直ぐ上の兄もまたその上の兄も「俺たちは学校を卒業したら直ぐに東京に行くから、マア。お前は家に残って親の面倒を見ろよ」。そう言ってまだ小学生だった自分に言い聞かせたものだった。秋田に居る姉もまた近くに居る姉も「親の面倒を見れるのはマア、お前だけだからナ」と小さいころから言い聞かされていた。家を出た長男はその後、やはり父と母が恋しかったのだろう。自分が幼いころから何度も訪ねてきては泊まり「マサオ。おとなしくしてるか」と頭をなでては機嫌を取ったものだった。しかし、年齢の違いもあってかどうしても兄として馴染めず、父が亡くなる直前に死亡した時も我が家を代表して弔問に訪れたが、焼香だけしてそそくさと帰ったものだった。
病院のベッドに寝ていた父と母は長男の葬儀の報告を受けても「そうか。行って来てくれたか」とひと言つぶやいただけで目を瞑ったものだった。長男が家を出た時、父は「トンボが羽を取られたようなもんだよ」。そう言って悲しんだのが子ども心にも覚えている。母は放心したように居間の上がり框(かまち)に腰を落として無言で泣いていた姿も覚えている。以来、父と母は一心に自分に愛情を注ぐことで気持ちを紛らしたのかもしれない。その愛情が一途だっただけに余計、老いた父と母が悲しく見えた。父として母として甘えるよりもいたわる気持ちだけが強まった。
そして兄に去られた父と母の悲しみを知っているだけに、いつも自分の心には人に去られるという恐怖心が募った。親しくなってもいつかは“サヨナラ”されてしまうのではないかという恐れが募った。そんな寂しさにおののき、そして黙ってあきらめることを言い聞かせてきた。

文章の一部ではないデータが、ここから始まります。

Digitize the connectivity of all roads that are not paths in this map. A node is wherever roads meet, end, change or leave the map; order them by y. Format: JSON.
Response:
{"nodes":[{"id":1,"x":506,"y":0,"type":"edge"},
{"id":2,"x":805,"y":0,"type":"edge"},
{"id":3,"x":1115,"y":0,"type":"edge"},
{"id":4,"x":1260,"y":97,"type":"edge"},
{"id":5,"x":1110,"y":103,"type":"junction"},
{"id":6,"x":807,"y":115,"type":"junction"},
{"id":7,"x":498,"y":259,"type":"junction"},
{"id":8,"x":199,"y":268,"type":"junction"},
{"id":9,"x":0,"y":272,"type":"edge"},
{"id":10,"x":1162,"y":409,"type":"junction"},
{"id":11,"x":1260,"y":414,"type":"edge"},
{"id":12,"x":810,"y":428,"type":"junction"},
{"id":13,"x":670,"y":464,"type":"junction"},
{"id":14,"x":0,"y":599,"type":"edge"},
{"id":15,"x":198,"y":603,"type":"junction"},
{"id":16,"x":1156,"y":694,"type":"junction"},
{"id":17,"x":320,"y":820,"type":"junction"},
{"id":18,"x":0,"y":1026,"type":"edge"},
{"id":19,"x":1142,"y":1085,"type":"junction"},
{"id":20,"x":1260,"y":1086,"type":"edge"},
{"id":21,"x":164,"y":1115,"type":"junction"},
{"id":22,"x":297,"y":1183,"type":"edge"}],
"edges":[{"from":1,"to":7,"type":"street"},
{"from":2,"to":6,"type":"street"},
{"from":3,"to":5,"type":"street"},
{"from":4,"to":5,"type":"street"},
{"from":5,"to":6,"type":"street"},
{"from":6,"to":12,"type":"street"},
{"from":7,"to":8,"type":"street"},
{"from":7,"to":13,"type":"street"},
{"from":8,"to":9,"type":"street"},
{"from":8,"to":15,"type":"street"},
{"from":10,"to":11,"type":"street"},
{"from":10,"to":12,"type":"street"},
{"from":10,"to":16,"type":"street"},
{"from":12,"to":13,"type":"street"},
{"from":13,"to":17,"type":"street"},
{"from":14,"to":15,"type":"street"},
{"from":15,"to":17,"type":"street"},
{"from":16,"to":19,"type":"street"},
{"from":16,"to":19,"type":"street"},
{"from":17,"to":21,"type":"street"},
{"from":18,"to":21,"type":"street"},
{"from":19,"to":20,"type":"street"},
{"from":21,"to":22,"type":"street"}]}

昨日(26日)、激しい雨が降った後の夕方、西の空に鮮やかな虹が浮かんだ。その虹を見せたいと家に飛び込んで妻を呼んだ。「わー。きれい」。小さな声でつぶやいた妻を車に乗せ、虹の橋を追った。虹は追い掛けても追い掛けても同じ距離を保って近づくことができなかった。子どものころも虹を追い掛けた。虹の下には宝があると言い聞かされた。その夢を追った。自転車で虹を追った。追っても追っても虹には近づけず、虚しさだけが残ったものだった。昨日も虹を追った。そして近づけず、虹はいつの間にか姿を消した。
今日はこれから鹿角市への旅となる。こつこつと書き綴った原稿は市販の400字詰め原稿用紙で45枚分にもなる。達成感はあるが、どこかポッキリと空間が空いたような気がしてならない。虹を追ったせいだろうか。「ここを過ぎて悲しみの市(まち)。友はみな僕からはなれ、かなしき眼持て僕を眺める。友よ、僕と語れ、僕を笑へ」(太宰治『道化の華』)。一冊の本を持って鹿角への旅を楽しんで来ます。